London-listed stocks close higher before US selloff
The FTSE 100 and FTSE 250 closed the day on a high, closing before the winds shifted in the US later on Monday, with both finishing more than 1% up. A variety of sectors helped the FTSE 100 higher, with brokerage Hargreaves Lansdown, pest control business Rentokil and miner Rio Tinto all closing the day out more than 3% higher.
In the FTSE 250, security company G4S, property developer Hammerson and luxury sports car firm Aston Martin Lagonda were among the leading names, gaining 9.3%, 7.7% and 6% respectively.
The UK’s exit from the European Union was brought into focus yesterday, after the government revealed a huge checklist that companies will need to go through in order to continue trading with the EU, regardless of the outcome of Brexit negotiations.
British chip company Arm Holdings, which was taken off the public market when SoftBank bought it four years ago in a £23 billion deal, also hit headlines on Monday. Per The Wall Street Journal, SoftBank is considering a full or partial sale of the company, which was Britain’s biggest tech firm. The review is reportedly in the early stages, with Goldman Sachs advising.
- FTSE 100: +1.3% Monday, -18.1% YTD
- FTSE 250: +1.2% Monday, -20.6% YTD
What to watch
US banks: Q2 earnings season kicks into gear today in the US, with banking giants JPMorgan, Citigroup and Wells Fargo all on deck. For all three banks, the impacts of an ultra-low interest rate world, cash being set aside for loan losses and the security of dividend payments will all be key focuses of analysts. Increased revenues from a higher volume of trading volume and investment banking transactions could also be a feature, as well as fees collected from implementing the government’s Paycheck Protection Program loan program.
Delta Air Lines: Delta reports Q2 earnings today, after a quarter in which it faced near non-existent demand for air travel. The company’s share price remains down more than 54.1% year-to-date, despite a rally in recent months. With some states beginning to bring back certain lockdown restrictions, investors will be watching for management’s insight into any recovery of demand globally as lockdowns have eased, and if the company can weather another period of widespread restrictions. The company’s policies around keeping travellers safe will also likely be under scrutiny. One set of questions the firm’s leaders won’t have to answer, that many rivals will, is how it is handling orders for the still-grounded 737 MAX airliner. Delta is the only one of the big three US airlines not to have opted for the aircraft. Analysts are expecting a $4.16 loss per share for Q2. Currently nine rate the stock as a buy, three as an overweight and seven as a hold.
Fastenal: Industrial and construction goods distributor Fastenal also reports its latest quarterly earnings today, after a 2020 that has seen its share price gain 17.4% so far. The $25bn market cap firm is expected to have suffered lower demand for its services during Q2 due to construction projects grinding to a halt, and analysts will be probing on how well the company is set up to handle a likely backlog of demand as economies reopen. Wall Street analysts are anticipating an earnings per share figure of $0.37 for the quarter, and overwhelmingly favour a hold rating on the stock.
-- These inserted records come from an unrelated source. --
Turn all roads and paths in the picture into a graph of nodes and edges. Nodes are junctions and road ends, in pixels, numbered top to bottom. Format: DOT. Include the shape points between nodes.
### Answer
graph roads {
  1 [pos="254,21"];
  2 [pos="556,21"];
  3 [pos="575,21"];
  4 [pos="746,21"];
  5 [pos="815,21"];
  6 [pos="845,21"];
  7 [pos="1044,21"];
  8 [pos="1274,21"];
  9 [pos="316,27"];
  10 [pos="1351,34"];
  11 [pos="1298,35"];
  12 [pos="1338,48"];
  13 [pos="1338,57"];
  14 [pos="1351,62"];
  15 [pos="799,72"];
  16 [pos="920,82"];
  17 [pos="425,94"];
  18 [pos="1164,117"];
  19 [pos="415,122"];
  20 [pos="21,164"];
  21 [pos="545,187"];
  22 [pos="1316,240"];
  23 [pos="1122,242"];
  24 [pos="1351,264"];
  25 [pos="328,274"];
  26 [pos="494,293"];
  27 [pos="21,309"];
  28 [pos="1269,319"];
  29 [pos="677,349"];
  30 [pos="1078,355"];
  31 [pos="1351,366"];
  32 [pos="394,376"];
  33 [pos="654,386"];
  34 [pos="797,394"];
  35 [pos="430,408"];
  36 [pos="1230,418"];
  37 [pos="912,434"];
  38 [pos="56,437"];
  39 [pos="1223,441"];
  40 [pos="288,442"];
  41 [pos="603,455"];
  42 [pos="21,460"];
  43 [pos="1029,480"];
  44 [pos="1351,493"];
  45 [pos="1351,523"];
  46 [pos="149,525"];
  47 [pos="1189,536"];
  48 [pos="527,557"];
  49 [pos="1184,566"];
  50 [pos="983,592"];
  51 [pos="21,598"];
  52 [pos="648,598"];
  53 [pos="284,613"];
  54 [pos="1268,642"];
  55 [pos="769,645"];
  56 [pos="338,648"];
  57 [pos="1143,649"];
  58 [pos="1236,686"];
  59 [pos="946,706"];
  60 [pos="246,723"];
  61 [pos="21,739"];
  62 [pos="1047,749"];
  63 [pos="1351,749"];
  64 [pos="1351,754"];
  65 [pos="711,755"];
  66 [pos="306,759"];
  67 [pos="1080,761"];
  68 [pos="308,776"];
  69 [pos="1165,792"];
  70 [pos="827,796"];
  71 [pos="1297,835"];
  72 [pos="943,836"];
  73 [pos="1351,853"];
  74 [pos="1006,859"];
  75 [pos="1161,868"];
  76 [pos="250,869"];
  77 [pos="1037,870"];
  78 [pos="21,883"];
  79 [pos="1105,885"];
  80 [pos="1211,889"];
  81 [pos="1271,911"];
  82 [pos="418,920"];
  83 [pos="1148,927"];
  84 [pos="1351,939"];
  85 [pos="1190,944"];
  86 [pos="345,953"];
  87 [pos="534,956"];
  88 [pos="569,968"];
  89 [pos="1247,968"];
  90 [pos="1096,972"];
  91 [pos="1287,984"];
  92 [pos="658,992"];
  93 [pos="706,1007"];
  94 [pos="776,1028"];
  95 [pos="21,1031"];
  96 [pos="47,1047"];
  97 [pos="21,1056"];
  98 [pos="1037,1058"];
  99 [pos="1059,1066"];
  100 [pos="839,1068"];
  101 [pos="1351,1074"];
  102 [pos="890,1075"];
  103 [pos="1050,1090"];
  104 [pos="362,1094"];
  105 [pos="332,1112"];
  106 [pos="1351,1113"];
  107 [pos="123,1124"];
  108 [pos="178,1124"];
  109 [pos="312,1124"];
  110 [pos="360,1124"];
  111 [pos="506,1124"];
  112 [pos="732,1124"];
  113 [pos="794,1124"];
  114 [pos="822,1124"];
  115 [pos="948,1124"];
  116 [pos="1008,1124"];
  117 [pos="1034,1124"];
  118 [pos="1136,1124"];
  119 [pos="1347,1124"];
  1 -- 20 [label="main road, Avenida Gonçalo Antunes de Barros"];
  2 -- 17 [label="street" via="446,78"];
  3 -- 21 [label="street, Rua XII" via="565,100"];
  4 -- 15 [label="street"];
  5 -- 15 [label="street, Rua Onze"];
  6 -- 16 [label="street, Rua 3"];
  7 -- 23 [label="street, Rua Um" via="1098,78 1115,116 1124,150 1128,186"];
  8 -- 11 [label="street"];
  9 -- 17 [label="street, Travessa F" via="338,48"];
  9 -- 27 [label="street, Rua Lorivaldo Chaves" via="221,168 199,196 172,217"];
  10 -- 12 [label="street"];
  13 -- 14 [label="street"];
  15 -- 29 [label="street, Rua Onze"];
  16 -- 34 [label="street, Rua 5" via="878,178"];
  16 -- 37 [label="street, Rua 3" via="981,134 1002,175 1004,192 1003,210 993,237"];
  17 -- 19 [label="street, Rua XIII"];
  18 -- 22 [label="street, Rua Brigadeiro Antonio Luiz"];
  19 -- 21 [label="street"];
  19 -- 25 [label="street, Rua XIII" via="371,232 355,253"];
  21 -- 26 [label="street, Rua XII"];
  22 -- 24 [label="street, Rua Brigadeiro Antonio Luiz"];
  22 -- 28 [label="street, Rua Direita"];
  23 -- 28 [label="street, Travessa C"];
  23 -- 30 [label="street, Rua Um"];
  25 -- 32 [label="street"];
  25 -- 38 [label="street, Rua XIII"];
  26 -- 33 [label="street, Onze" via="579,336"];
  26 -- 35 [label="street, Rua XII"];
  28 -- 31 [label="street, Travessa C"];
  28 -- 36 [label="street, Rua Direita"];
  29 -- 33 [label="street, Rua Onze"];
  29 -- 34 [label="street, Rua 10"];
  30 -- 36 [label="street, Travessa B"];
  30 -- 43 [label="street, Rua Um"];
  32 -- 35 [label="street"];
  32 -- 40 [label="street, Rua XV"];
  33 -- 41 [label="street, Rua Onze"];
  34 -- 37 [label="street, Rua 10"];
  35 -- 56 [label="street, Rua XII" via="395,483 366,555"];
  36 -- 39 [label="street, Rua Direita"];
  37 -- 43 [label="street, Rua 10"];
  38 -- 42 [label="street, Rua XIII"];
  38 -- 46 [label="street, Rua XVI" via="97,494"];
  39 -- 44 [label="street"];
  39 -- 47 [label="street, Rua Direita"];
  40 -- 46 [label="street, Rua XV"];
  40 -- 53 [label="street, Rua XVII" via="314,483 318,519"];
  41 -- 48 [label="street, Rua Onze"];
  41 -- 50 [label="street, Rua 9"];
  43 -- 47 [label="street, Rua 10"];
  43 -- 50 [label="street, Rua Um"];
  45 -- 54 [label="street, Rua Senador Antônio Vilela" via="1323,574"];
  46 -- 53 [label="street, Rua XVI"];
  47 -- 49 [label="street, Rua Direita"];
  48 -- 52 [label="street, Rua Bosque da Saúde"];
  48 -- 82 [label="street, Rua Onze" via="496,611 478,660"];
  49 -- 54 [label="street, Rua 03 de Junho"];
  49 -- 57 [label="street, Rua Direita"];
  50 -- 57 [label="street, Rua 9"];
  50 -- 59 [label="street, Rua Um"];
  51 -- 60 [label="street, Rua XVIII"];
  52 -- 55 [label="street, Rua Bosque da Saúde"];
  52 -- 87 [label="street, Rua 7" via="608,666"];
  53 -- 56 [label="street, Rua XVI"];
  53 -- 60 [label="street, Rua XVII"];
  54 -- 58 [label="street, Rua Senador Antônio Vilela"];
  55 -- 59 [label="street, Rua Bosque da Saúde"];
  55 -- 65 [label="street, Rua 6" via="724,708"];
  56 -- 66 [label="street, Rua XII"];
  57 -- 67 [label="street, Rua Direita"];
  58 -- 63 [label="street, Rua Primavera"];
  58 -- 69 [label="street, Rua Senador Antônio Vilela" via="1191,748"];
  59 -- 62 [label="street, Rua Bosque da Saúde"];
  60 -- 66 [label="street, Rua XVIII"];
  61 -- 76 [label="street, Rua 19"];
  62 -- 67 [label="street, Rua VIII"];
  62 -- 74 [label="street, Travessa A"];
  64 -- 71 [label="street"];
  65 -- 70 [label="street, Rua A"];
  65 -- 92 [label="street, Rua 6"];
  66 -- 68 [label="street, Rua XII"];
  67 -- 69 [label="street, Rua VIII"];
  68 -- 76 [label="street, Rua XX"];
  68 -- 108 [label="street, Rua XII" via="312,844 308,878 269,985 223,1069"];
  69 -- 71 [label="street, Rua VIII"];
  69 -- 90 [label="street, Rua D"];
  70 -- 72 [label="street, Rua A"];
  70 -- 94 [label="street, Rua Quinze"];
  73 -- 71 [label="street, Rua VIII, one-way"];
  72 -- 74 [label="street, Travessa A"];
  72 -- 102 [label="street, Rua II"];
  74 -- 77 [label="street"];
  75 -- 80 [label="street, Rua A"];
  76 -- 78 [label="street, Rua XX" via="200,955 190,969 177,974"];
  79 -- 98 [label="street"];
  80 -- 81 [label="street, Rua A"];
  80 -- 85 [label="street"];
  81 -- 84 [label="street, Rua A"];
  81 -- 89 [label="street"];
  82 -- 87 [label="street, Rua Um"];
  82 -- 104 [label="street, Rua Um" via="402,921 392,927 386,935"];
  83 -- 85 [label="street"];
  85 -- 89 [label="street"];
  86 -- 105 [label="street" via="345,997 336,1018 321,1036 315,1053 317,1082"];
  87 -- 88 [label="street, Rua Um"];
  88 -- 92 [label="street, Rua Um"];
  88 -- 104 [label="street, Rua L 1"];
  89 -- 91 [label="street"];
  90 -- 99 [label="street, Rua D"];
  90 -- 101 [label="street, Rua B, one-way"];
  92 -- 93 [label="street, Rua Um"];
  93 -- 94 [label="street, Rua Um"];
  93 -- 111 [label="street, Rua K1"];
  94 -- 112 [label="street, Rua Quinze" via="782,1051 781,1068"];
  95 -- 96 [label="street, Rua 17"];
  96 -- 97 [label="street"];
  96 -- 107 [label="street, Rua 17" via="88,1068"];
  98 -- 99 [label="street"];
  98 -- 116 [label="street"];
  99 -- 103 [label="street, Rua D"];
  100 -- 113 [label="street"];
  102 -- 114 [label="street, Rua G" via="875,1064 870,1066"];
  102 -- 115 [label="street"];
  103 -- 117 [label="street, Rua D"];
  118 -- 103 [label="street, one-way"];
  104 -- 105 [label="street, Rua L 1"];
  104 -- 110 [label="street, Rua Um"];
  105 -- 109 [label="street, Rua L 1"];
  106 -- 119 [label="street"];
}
Crypto corner: Bitcoin mining difficulty hits all-time high
Bitcoin’s mining difficulty has hit an all-time high, shrugging off the effects of the halving in May. The difficulty now stands at 17.3 million, the highest since the cryptoasset’s inception, according to CoinTelegraph. Some analysts predicted that the difficulty would collapse in the wake of the halving in May as miners left in droves, but this fear has proven unfounded.
This difficulty measure accounts for the process of mining new blocks of Bitcoin’s blockchain. The difficulty alters around every 14 days to regulate the flow of new blocks. It ensures new blocks are only ever created every 10 minutes. If more miners are working on the network the difficulty will increase to slow down block productions.
The hash rate dipped in the aftermath of the halving event in May but has since recovered spectacularly. The higher the difficulty, the more expensive it is to mine Bitcoin. Typically this causes some miners to sell out of the operation, which in turns lowers the difficulty as demand falls away again.